Par ennui, haine, ou exil, il s'était clos dans la soupente. Il avait hérité de ce petit immeuble de deux étages quelques années avant d'être libéré de toute obligation professionnelle pour « restructuration ». Beau mot. Ah, structure, hantise de ce temps. De Jakobson au plus petit officier du CAC40, le squelette s'est vu attribué la primauté du sens sur la vie, sur l'histoire. Rien d'étonnant pour une civilisation à l'agonie, se disait-il.

Fabienne logeait au rez-de-chaussée. Pour faciliter le partage des enfants. Pour disposer en ses temps libres d'un espace accueillant pour ses thérapies alternatives. Pour rester. Elle avait essayé sur lui le reiki, sorte de massage à faible distance.
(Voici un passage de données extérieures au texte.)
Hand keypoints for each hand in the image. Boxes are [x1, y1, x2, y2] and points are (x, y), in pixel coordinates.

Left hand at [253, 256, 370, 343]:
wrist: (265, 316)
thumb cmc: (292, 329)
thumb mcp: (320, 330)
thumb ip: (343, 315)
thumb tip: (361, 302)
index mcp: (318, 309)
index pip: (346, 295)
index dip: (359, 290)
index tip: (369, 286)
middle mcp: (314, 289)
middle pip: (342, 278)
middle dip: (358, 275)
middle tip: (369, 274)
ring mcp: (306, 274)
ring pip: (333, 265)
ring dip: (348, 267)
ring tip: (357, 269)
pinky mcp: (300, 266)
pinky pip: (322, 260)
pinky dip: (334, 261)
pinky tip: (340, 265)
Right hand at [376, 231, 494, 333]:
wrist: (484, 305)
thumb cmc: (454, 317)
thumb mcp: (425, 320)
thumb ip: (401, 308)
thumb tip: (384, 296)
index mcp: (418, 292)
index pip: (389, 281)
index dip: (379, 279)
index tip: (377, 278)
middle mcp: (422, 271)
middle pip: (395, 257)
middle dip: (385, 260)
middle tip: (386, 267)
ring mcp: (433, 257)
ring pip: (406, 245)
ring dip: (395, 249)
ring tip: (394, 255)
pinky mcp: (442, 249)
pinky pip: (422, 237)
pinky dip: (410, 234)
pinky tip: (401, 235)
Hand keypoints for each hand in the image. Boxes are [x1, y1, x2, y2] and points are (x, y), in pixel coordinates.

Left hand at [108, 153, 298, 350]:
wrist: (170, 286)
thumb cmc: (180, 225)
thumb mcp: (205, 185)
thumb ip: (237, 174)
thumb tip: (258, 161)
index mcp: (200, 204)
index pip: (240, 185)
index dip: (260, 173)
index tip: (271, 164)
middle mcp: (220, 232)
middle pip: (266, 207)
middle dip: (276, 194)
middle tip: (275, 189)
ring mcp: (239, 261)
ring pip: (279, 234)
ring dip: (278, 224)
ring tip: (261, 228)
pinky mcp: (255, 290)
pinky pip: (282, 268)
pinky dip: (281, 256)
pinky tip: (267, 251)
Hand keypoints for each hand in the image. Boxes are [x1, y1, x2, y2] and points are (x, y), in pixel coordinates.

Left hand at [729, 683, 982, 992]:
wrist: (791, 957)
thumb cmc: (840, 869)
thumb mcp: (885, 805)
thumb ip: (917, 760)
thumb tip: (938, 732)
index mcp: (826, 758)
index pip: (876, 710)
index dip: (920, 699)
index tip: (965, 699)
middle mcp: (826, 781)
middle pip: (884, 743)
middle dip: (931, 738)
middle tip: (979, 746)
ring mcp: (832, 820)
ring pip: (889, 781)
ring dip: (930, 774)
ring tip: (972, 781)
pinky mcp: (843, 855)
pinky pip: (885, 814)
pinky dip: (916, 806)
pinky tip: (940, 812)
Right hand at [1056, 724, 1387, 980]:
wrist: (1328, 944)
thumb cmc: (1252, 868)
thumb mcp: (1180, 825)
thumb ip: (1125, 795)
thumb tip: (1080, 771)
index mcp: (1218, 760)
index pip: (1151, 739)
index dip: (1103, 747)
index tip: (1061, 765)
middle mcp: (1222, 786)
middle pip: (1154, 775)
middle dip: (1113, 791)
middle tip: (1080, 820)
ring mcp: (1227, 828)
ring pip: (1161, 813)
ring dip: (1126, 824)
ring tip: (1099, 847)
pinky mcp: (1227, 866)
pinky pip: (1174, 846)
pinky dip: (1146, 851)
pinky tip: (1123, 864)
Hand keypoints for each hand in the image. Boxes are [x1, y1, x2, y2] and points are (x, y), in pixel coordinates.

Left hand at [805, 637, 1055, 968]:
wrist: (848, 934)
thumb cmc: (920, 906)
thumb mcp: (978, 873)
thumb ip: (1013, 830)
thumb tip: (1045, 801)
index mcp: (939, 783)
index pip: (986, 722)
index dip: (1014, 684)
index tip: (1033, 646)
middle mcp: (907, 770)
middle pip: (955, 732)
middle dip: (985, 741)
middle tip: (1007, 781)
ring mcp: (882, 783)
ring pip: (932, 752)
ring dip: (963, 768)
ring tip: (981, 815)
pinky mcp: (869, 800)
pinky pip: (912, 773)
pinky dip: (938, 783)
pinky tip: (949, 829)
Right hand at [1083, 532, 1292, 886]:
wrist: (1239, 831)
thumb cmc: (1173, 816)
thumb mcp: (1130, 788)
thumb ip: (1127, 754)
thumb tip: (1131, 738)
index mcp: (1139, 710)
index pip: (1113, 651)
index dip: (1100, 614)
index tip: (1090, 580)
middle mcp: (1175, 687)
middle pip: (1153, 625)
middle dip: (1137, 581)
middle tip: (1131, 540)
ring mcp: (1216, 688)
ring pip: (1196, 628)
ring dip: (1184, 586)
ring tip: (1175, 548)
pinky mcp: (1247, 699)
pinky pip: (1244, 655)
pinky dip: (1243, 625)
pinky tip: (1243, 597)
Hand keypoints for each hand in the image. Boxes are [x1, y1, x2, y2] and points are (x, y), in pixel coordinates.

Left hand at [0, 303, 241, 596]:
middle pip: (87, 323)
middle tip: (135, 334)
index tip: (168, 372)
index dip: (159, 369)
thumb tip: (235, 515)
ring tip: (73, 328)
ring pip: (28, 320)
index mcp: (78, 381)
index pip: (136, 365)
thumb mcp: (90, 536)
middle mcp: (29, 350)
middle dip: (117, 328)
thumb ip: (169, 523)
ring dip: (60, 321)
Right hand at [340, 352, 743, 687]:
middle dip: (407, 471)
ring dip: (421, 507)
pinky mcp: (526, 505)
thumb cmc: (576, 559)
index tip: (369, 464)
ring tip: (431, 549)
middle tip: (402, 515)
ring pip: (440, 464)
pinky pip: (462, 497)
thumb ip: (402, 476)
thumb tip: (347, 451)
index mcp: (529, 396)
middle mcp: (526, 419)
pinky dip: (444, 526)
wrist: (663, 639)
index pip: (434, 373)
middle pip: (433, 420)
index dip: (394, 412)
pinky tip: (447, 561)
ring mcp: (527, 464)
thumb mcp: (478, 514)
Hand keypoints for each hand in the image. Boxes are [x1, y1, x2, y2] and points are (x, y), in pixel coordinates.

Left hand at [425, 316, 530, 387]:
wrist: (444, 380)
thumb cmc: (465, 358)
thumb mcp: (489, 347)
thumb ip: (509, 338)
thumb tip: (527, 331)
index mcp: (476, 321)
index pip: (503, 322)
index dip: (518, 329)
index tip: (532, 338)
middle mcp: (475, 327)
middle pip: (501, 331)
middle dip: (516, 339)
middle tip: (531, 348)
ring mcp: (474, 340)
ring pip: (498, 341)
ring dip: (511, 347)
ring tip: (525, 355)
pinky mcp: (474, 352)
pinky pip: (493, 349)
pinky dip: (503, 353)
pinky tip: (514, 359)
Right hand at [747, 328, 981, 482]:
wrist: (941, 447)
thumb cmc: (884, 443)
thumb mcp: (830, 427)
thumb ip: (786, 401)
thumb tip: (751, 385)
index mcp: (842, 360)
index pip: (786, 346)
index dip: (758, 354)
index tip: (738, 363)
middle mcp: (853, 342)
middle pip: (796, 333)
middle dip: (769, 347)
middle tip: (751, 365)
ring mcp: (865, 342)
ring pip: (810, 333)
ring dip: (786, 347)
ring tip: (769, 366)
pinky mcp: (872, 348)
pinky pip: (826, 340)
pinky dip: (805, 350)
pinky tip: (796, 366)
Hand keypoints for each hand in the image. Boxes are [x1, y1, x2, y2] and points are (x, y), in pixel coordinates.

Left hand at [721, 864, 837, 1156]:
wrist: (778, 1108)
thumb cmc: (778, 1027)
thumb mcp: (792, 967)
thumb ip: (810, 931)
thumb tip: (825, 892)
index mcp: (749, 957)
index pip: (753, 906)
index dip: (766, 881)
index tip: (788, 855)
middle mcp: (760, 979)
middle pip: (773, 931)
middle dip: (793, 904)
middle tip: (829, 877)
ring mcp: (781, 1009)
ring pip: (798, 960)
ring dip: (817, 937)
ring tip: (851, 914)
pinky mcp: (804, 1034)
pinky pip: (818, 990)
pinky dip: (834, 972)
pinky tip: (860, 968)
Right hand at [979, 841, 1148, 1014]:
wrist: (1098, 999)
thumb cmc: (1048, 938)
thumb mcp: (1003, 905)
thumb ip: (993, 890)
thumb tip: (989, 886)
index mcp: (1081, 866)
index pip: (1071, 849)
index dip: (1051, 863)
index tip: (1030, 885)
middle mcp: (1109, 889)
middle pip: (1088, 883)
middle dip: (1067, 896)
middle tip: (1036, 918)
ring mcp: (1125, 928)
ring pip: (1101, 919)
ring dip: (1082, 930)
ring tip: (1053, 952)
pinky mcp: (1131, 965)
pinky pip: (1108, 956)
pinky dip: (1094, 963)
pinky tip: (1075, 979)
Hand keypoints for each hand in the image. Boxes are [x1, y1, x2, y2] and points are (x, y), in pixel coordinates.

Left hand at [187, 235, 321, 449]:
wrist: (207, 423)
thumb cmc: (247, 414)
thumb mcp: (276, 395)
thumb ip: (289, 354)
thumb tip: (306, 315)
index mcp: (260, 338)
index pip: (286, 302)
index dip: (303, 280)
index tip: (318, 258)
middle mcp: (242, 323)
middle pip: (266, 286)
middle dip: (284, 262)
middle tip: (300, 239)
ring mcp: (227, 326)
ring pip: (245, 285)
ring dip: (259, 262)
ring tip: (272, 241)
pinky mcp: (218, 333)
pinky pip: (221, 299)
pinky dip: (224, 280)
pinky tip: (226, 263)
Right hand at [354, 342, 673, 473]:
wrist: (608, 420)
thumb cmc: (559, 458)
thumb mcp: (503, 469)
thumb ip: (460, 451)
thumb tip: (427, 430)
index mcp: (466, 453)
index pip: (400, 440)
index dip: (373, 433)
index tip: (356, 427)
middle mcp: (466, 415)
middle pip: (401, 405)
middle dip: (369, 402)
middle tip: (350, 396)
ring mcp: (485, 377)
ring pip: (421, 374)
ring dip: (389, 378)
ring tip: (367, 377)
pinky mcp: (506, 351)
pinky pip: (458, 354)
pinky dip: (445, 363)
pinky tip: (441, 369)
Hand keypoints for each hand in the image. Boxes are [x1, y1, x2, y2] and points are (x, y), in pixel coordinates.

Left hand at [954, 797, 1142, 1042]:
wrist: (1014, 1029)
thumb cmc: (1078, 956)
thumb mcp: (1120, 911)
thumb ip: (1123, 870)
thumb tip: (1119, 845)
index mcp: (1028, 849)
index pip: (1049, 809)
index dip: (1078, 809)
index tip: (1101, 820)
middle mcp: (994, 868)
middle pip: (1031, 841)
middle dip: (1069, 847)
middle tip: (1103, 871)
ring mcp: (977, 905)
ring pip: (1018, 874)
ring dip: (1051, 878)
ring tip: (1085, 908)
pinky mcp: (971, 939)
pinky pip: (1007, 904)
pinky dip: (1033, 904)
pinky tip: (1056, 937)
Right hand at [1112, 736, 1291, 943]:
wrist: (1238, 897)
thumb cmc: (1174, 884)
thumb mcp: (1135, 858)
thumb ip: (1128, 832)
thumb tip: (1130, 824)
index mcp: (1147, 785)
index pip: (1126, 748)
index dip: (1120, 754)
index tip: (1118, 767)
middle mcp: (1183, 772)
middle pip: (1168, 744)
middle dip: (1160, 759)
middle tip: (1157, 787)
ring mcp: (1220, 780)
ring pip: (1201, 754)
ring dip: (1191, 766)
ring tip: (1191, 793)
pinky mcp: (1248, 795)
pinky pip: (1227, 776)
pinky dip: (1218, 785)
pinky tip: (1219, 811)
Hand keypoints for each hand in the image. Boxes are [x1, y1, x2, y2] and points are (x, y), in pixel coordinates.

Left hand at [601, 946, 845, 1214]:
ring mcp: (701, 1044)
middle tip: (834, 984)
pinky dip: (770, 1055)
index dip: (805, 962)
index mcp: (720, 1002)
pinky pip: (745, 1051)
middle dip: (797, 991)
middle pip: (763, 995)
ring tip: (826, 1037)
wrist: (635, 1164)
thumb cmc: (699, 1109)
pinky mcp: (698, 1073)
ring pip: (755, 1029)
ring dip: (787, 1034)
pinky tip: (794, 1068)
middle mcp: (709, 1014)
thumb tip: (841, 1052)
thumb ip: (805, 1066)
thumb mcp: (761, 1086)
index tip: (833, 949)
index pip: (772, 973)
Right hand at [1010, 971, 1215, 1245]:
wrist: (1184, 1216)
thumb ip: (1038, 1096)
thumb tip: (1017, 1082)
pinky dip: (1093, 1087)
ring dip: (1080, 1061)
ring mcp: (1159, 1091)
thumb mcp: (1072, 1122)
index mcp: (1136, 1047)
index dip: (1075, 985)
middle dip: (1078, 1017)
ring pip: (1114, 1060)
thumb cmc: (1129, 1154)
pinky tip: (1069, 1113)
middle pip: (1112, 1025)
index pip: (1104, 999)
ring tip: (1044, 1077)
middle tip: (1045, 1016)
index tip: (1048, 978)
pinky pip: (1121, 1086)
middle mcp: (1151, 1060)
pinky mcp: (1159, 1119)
Un télémassage, qui faisait mouvoir les âmes de loin, comme la télékinésie fait mouvoir les corps. Cela lui avait plu, à Antoine. Le frôlement, la chaleur des mains de Fabienne, descendant très lentement le long du corps. Ainsi étendu, yeux clos, il se sentait dériver le long d'une rivière tropicale, dont il suivait les méandres, les cascades, les tourbillons, le regard à fleur d'eau. Elle traversait ensuite paresseusement une longue savane, où il apercevait sur un ponton ses parents, jeunes comme il ne les avait pas connus, assis sur des chaises et lisant. Cette rivière, c'était lui.

Le premier étage était aux enfants, Lucien, Claire. Partage de moins en moins évident, que réglait Fabienne, souvent. Lucien avait entamé diverses études: ethnologie, traduction, enseignement, cinéma, sans conviction. Là, fort de son quart de siècle, il collectionnait les emplois épisodiques, les tâches incomplètes, surtout dans le monde du spectacle, grâce à son oncle. Claire, plus jeune et plus posée, venait d'entamer des études littéraires.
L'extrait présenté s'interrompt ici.